Input for this task ▸
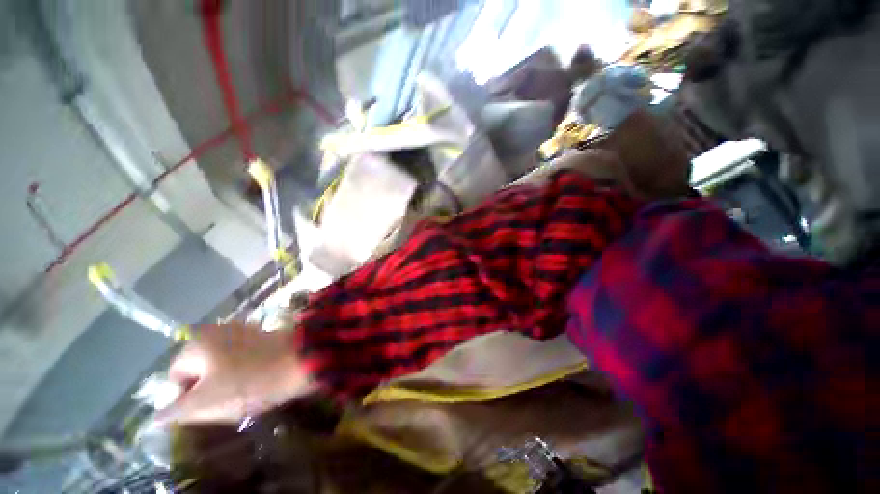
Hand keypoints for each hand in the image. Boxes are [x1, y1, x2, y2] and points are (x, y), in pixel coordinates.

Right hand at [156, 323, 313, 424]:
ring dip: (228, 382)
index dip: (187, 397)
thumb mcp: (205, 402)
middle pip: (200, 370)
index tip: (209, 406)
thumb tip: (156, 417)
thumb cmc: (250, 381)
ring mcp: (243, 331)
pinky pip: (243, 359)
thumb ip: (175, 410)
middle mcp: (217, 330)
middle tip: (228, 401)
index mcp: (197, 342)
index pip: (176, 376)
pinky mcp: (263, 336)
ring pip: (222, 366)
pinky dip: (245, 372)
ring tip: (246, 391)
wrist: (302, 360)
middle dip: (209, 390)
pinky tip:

Problem to work on ▸
No picture belongs in the copy; return the rest of the listing exactly.

Task solution ▸
Hand keypoints for each hand in the image. Boxes are [x1, y1, x2, y2] and points are (x, y), in pixel coordinates.

Right hand at [156, 323, 313, 424]:
ring dip: (228, 382)
index dip: (187, 397)
thumb mcp: (205, 402)
middle pip: (200, 370)
index tip: (209, 406)
thumb tip: (156, 417)
thumb cmc: (250, 381)
ring mcp: (243, 331)
pinky pip: (243, 359)
thumb ip: (175, 410)
middle mcp: (217, 330)
middle tip: (228, 401)
index mcp: (197, 342)
index pip: (176, 376)
pinky mcp: (263, 336)
ring pip: (222, 366)
pinky dip: (245, 372)
ring tip: (246, 391)
wrist: (302, 360)
middle dip: (209, 390)
pinky tip:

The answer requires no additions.